Con l'affermarsi dell'agricoltura, le diverse popolazioni umane si specializzano sempre più nella coltura di particolari specie, e nei diversi centri di dispersione la dieta viene ad assumere caratteri propri. Lo sviluppo di queste tradizioni locali è però progressivamente controbilanciato dagli scambi culturali resi possibili dall'aumentata mobilità. Da questi scambi, naturalmente, sono escluse le popolazioni abitanti nelle zone marginali lontane dai grandi circuiti di comunicazione, dove le tradizioni alimentari restarono quindi immutate per millenni. Per es., sin dal Neolitico, rispettivamente nell'Africa tropicale e nell'America Centrale e Meridionale, la base dell'alimentazione è costituita dai feculenti (manioca, taro e igname) e dal mais. Una simile dieta può portare, se non opportunamente integrata, a gravi carenze proteiche. La manioca necessita inoltre di un particolare trattamento, consistente in una prolungata bollitura seguita dalla molitura della polpa disseccata, allo scopo di rendere inattive le sostanze tossiche in essa contenute.
La stagionalità della produzione agricola stimola l'invenzione di tecniche di conservazione dei cibi, sia solidi sia liquidi.
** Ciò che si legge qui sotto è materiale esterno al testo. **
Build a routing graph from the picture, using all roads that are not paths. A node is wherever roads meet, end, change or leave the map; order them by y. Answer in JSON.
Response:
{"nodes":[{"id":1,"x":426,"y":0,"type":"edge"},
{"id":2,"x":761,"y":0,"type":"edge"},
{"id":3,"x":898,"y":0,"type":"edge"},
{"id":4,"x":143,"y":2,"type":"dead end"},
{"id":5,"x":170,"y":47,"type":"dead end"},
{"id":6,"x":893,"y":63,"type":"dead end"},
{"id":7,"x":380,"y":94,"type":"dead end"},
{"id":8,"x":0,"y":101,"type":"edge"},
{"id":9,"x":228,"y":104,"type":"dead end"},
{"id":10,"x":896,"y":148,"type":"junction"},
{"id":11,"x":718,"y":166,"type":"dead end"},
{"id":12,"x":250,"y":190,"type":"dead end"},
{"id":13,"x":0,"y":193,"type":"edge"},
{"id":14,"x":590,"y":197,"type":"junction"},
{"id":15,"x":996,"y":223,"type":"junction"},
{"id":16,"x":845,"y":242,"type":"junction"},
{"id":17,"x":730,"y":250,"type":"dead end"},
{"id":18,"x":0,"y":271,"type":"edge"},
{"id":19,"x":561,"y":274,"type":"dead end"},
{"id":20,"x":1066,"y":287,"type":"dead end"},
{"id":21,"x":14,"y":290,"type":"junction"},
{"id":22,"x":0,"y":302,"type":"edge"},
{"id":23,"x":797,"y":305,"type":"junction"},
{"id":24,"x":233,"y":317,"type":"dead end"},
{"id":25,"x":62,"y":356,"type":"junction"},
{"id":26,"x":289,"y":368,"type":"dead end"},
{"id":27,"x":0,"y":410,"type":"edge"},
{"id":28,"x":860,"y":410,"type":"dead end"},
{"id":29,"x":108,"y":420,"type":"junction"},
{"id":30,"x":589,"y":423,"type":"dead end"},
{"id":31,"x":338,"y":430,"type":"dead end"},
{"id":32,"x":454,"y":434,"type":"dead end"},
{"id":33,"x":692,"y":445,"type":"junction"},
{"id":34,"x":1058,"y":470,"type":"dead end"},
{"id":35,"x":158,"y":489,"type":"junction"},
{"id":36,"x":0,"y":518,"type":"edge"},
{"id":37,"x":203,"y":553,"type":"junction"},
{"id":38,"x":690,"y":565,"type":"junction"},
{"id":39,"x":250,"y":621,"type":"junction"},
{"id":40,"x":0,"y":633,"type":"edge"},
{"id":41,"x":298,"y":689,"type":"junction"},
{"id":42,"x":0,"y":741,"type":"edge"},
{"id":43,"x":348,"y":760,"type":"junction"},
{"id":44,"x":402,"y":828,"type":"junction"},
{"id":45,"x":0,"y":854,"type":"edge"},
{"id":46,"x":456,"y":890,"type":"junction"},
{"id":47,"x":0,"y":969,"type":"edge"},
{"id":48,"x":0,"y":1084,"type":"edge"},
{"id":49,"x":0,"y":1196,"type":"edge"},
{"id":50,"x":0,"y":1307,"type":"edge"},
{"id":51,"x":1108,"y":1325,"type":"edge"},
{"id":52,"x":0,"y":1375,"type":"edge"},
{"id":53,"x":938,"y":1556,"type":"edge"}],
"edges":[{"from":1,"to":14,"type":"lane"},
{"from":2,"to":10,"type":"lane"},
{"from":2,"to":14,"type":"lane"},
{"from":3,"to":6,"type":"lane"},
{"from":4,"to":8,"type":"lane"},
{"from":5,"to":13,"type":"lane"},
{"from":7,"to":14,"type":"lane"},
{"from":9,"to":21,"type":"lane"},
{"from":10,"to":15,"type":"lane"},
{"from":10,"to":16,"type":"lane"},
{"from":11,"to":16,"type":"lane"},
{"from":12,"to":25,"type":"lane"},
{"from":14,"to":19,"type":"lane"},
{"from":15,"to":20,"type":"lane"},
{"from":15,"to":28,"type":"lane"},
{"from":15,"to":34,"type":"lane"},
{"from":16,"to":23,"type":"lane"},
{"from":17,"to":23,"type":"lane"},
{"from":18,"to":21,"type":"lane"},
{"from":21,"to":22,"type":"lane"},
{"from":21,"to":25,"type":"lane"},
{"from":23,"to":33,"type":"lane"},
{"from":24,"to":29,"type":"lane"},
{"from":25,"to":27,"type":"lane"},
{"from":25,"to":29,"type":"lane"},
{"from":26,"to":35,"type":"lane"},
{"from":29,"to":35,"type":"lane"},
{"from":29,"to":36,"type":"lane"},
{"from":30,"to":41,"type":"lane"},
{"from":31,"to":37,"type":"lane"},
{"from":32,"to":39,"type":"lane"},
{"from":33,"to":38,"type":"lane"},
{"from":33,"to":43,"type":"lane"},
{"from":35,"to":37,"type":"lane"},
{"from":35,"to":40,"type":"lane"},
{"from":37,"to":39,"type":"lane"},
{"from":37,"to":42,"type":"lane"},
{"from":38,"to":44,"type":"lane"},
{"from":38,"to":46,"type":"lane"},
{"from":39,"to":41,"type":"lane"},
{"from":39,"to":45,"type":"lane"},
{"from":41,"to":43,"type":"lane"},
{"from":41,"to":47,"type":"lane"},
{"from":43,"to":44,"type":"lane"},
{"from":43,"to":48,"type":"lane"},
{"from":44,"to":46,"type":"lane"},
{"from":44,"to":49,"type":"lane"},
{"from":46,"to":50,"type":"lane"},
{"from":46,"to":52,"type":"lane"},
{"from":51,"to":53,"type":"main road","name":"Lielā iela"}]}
Nel frattempo le attività connesse alla distribuzione degli alimenti creano una fitta rete commerciale mentre, a seconda dell'attività svolta, si cominciano a differenziare i diversi gruppi sociali. La regolazione di questa rete di interessi socioeconomici richiede un'organizzazione complessa e un potere centralizzato: nascono così le prime città. I resti archeologici ritrovati nell'area mesopotamica mostrano il passaggio da agglomerati di capanne rotonde a gruppi di capanne a più vani, con botteghe dove si cuoce il pane, si preparano formaggi, si fa fermentare la birra e si seccano le carni. Presso i sumeri si comincia a lavorare il rame, dando avvio all'Età dei Metalli. Da questo punto in poi la storia alimentare dell'uomo viene documentata anche da testimonianze scritte. In Mesopotamia, inciso su una tavoletta d'argilla di 4000 anni fa, è registrato il bilancio decennale di un agricoltore in termini di raccolto e capi di bestiame, e in Egitto, le varie fasi dell'attività agricola (aratura, mietitura e trebbiatura, allevamento e macellazione, panificazione, fermentazione dell'orzo per la produzione di birra e vinificazione) sono magistralmente dipinte sulle pareti delle tombe dei nobili.